In the present case there was more than a mere assertion by appellant of legitimate defenses and denial of liability under the policy based upon reasonable grounds or a difference of opinion or upon a conflict in the evidence as to whether appellee sustained an accidental injury. Here the denial of liability was utterly untenable and arbitrary, and based upon no evidence whatever, and, as the jury found, without just excuse. It is true that in its letter of August 28, 1962 addressed to appellee's attorney, appellant stated that it had a hospital report which showed that appellee had a "congenital variation of lumbo sacral joint." This defect, if it existed, was, as stated in appellant's letter, "in evidence since birth." There was and is no medical or hospital statement or evidence that such congenital defect contributed in any way to appellee's accidental injury. The only obligation of appellant under the policy that had ripened into full fruition was its obligation to make the payments as it contracted to do. When it repudiated that contractual obligation without just cause or excuse, it repudiated its contract to all practicable purposes. Its repudiation was not equivocal but, as all the evidence shows, it was a fixed, final and unqualified disclaimer of all liability, even to the point of insisting that appellee return the payments he had received, thus manifesting an adamant denial of all liability upon the wholly untenable ground that appellee had not sustained a bodily injury caused by accident.

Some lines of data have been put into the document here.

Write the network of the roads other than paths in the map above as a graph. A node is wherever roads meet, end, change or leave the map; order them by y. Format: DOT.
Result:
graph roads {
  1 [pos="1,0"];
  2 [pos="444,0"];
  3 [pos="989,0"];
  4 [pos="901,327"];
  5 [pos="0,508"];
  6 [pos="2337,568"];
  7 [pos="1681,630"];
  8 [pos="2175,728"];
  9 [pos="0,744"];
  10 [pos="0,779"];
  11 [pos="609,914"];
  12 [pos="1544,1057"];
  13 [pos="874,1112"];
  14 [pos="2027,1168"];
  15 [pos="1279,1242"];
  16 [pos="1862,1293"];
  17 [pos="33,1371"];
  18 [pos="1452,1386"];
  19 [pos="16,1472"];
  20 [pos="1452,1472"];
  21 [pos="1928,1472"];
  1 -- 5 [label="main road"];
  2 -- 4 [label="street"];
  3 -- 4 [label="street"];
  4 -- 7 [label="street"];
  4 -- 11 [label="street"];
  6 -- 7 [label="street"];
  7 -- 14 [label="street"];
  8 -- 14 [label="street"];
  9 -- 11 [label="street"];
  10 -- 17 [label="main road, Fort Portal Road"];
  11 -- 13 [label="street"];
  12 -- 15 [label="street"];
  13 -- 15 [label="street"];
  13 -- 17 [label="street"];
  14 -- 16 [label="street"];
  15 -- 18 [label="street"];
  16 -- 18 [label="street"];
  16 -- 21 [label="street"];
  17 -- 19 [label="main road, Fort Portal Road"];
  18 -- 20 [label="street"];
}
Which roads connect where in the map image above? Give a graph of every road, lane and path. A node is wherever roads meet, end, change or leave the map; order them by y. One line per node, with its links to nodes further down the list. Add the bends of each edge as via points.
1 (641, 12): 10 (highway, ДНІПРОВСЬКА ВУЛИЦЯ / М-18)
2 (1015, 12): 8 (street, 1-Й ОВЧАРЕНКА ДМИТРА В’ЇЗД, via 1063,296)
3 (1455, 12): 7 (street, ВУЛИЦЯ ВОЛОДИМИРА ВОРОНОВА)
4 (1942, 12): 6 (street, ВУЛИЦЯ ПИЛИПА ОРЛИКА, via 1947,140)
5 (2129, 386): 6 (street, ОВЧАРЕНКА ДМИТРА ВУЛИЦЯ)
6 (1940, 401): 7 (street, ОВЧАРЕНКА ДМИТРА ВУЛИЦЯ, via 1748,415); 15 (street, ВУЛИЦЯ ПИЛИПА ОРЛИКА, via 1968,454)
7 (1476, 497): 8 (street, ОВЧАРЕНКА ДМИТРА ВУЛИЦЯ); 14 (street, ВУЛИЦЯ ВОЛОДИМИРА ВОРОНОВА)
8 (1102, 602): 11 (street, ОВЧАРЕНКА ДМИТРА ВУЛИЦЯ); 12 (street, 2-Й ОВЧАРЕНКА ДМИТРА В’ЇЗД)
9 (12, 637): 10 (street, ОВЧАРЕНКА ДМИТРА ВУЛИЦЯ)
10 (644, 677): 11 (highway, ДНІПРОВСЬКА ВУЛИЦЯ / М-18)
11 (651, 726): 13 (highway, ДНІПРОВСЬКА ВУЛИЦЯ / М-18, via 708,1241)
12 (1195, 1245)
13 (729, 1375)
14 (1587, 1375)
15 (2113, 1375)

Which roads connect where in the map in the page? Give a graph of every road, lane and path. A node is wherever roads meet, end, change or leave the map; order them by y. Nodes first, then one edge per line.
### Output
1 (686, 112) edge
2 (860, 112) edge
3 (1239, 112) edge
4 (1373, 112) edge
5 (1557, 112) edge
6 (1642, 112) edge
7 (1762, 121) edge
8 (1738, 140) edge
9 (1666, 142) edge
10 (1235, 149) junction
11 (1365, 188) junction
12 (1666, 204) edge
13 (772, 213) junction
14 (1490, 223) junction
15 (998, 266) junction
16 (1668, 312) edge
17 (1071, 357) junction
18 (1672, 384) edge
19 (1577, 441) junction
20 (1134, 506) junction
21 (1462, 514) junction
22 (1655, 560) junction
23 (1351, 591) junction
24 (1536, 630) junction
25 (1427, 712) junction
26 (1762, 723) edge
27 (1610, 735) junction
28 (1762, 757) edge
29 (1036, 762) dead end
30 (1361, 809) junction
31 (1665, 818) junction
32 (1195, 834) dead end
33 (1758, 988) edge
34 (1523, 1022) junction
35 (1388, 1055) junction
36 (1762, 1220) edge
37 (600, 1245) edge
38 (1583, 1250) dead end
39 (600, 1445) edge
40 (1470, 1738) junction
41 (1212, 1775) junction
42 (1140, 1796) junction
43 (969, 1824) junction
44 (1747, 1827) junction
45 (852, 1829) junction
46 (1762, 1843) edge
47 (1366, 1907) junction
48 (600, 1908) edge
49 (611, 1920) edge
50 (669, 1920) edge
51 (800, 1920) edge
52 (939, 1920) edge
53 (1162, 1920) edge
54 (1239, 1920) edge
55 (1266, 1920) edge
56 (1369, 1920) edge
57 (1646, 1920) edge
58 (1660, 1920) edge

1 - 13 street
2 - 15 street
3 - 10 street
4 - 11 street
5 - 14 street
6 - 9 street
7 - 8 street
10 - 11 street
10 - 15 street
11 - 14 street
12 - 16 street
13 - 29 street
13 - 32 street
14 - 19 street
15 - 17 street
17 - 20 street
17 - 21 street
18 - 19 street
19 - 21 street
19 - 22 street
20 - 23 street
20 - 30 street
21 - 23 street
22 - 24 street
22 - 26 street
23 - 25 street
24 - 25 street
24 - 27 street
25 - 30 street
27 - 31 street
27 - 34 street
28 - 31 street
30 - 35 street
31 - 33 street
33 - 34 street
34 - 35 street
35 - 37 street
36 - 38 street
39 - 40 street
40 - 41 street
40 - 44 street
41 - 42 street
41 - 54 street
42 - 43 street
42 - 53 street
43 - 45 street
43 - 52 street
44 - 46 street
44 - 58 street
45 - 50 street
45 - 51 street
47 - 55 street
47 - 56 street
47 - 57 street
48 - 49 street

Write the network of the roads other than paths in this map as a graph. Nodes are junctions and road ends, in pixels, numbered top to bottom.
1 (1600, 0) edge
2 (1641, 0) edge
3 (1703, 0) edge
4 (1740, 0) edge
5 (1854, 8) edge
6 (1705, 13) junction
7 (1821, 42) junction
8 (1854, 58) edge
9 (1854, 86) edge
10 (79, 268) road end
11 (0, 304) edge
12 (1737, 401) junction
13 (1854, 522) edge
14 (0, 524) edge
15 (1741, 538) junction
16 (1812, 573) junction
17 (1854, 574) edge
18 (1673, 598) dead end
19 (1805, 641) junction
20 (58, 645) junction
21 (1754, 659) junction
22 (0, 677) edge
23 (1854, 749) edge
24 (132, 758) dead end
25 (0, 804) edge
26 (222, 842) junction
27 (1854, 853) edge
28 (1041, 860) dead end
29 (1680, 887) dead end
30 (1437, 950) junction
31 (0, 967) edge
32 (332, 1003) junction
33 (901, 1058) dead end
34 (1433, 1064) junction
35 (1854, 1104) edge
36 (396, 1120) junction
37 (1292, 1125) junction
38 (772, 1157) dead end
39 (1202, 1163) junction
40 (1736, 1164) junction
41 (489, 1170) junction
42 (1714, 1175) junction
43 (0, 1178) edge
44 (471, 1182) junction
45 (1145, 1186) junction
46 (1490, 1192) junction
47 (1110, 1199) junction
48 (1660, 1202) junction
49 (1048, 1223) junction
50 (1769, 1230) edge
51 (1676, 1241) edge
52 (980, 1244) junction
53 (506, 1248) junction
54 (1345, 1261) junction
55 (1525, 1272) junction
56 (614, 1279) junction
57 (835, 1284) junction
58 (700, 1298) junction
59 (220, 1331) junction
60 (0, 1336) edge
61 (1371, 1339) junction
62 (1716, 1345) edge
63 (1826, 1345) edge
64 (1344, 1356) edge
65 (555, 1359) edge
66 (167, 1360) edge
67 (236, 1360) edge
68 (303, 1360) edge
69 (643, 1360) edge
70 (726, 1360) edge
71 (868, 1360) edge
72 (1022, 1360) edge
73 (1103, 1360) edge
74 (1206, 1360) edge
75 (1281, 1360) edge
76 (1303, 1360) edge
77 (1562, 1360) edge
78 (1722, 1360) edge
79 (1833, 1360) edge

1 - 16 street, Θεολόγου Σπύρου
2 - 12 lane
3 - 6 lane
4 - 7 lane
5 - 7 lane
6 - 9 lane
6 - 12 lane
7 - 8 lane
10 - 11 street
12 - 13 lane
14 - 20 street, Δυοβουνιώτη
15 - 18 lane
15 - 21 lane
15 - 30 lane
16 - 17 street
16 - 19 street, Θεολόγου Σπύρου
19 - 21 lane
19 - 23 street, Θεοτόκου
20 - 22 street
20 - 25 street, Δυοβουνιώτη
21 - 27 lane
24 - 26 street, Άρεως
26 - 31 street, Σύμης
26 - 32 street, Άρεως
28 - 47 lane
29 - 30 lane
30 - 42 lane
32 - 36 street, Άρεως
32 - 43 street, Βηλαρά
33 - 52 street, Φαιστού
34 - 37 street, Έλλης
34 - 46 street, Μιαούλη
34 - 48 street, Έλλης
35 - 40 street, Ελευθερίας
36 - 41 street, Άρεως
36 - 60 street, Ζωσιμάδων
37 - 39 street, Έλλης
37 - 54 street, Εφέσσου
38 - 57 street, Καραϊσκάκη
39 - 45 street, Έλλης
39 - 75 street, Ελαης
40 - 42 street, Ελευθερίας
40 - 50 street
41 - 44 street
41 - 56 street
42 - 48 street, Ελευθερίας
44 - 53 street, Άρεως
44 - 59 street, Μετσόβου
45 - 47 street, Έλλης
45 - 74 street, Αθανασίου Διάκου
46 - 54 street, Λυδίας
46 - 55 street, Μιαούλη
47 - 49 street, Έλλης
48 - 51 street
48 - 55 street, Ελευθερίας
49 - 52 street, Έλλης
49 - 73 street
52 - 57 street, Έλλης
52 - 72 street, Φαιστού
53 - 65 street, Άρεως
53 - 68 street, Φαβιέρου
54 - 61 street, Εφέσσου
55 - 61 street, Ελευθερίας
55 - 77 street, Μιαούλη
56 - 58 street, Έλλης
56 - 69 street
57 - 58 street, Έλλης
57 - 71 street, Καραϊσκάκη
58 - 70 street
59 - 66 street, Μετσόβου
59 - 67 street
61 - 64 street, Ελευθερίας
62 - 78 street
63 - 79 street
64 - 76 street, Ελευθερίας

Appellant's unqualified denial of liability under the policy, both as to matured payments and as to unmatured payments, constituted an entire repudiation of its contractual obligation as distinguished from a mere failure or refusal to pay the matured installments. See American Casualty & Life Co. v. McCuistion, 1947, 202 S.W.2d 474, writ ref., n. r. e.; Commercial Travelers Casualty Co. v. Dymke, Tex. Civ.App.1955, 279 S.W.2d 405. See also Needham v. American National Insurance Company, 1936, 97 S.W.2d 1016, writ dism., where the Dallas Court of Civil Appeals held that the following summary of testimony of Needham amounted to a repudiation of the policy: "After appellant was informed that any further effort on his part to establish, by any proof appellee would suggest or demand, his total and permanent disability, would be a `waste of time,' and that this clause of his policy was canceled, this suit was instituted." It is our view that the evidence in the instant case was sufficient to authorize the maintenance of this suit as and for an anticipatory breach and the recovery of damages measured by the present value of the unmatured installments that would become due but for such repudiation.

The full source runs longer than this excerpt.